Do you want to put up with the Schuylkill Expressway traffic or maybe just stay home and catch some reality TV?
It's called the Republican National Convention and late Thursday night is when Donald Trump is scheduled to appear and accept the GOP nomination for president.
To be honest, it's not your only option even though the speech is will be carried on all four major networks and the cable news channels. You might as well go ahead and tune in on The Donald – even if only out of morbid curiosity.
It will be like watching Maury Povitch or the old Jerry Springer Show waiting for the next nutty outburst..

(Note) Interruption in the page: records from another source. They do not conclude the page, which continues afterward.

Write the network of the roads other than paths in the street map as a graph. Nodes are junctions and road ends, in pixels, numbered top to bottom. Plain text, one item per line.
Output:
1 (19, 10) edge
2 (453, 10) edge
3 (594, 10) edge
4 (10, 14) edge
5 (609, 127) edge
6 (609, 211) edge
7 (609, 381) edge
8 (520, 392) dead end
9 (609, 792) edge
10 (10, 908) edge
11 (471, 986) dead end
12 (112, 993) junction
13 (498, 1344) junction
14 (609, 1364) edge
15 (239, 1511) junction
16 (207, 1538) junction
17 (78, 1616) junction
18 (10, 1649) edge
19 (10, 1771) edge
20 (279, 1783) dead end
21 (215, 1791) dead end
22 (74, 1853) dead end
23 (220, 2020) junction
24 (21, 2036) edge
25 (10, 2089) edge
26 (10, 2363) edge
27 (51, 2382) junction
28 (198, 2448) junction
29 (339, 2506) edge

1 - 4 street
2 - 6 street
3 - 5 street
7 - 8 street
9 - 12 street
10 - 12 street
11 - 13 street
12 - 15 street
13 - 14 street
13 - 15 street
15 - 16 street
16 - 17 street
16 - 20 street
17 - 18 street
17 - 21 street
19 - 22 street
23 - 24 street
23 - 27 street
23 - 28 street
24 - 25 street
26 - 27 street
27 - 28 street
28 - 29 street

The pressure will be on for Trump to outdo himself because, for the most part, this is shaping up to be an uneventful convention. Most if not all of the drama will take place off the floor.
Donald Trump has made this year's Republican National Convention a dramatic one.
The convention organizers will stonewall the Stop Trump forces before they get to the convention hall. Independent, outside protests will literally be outside.
Mainstream Republicans are staying away in droves and those who are voting delegates will likely be turning their heads away from any cameras pointed at them.
Trump, as only Trump can do, has ballyhooed a tremendous, wonderful convention – unlike any you've ever seen. If you start watching early in the week, his prediction will come true: it will be a convention that will stop being seen by Thursday.
It's a "Catch 22" moment for the nominee-to-be.When he hides from media as he has pretty much done as violence in America has increased in the past few days, his poll numbers go up.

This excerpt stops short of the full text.